● **Task material**:
# # # # #

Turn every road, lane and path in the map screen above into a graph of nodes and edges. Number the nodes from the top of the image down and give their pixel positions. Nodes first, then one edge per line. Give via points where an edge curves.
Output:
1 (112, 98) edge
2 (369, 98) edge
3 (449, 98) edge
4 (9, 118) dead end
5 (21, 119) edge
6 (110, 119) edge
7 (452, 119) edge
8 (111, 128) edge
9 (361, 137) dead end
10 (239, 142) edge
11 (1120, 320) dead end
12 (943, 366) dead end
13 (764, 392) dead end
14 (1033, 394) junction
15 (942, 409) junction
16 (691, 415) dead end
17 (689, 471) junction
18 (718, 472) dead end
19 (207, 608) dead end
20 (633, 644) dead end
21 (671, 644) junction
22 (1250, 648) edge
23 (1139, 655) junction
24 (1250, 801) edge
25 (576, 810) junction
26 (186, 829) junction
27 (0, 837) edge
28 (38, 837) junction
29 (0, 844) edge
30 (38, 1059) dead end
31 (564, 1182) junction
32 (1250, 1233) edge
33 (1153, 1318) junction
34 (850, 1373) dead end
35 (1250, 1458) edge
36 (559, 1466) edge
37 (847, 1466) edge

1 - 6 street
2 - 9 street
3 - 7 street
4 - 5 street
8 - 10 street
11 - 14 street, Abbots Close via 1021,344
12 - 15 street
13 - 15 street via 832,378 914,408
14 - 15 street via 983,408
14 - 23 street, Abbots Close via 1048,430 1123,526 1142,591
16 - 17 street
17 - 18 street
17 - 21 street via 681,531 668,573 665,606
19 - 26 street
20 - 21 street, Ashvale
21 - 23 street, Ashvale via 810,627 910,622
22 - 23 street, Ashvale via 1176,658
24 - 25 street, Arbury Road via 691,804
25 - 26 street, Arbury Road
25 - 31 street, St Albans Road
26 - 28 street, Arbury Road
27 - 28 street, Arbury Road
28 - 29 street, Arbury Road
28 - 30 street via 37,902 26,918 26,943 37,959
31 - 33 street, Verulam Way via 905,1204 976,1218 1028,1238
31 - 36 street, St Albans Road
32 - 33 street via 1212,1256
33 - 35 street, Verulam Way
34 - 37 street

# # # # #

For this exercise, restate each of the entries without any deviation.

● **Exercise result**:
Turn every road, lane and path in the map screen above into a graph of nodes and edges. Number the nodes from the top of the image down and give their pixel positions. Nodes first, then one edge per line. Give via points where an edge curves.
Output:
1 (112, 98) edge
2 (369, 98) edge
3 (449, 98) edge
4 (9, 118) dead end
5 (21, 119) edge
6 (110, 119) edge
7 (452, 119) edge
8 (111, 128) edge
9 (361, 137) dead end
10 (239, 142) edge
11 (1120, 320) dead end
12 (943, 366) dead end
13 (764, 392) dead end
14 (1033, 394) junction
15 (942, 409) junction
16 (691, 415) dead end
17 (689, 471) junction
18 (718, 472) dead end
19 (207, 608) dead end
20 (633, 644) dead end
21 (671, 644) junction
22 (1250, 648) edge
23 (1139, 655) junction
24 (1250, 801) edge
25 (576, 810) junction
26 (186, 829) junction
27 (0, 837) edge
28 (38, 837) junction
29 (0, 844) edge
30 (38, 1059) dead end
31 (564, 1182) junction
32 (1250, 1233) edge
33 (1153, 1318) junction
34 (850, 1373) dead end
35 (1250, 1458) edge
36 (559, 1466) edge
37 (847, 1466) edge

1 - 6 street
2 - 9 street
3 - 7 street
4 - 5 street
8 - 10 street
11 - 14 street, Abbots Close via 1021,344
12 - 15 street
13 - 15 street via 832,378 914,408
14 - 15 street via 983,408
14 - 23 street, Abbots Close via 1048,430 1123,526 1142,591
16 - 17 street
17 - 18 street
17 - 21 street via 681,531 668,573 665,606
19 - 26 street
20 - 21 street, Ashvale
21 - 23 street, Ashvale via 810,627 910,622
22 - 23 street, Ashvale via 1176,658
24 - 25 street, Arbury Road via 691,804
25 - 26 street, Arbury Road
25 - 31 street, St Albans Road
26 - 28 street, Arbury Road
27 - 28 street, Arbury Road
28 - 29 street, Arbury Road
28 - 30 street via 37,902 26,918 26,943 37,959
31 - 33 street, Verulam Way via 905,1204 976,1218 1028,1238
31 - 36 street, St Albans Road
32 - 33 street via 1212,1256
33 - 35 street, Verulam Way
34 - 37 street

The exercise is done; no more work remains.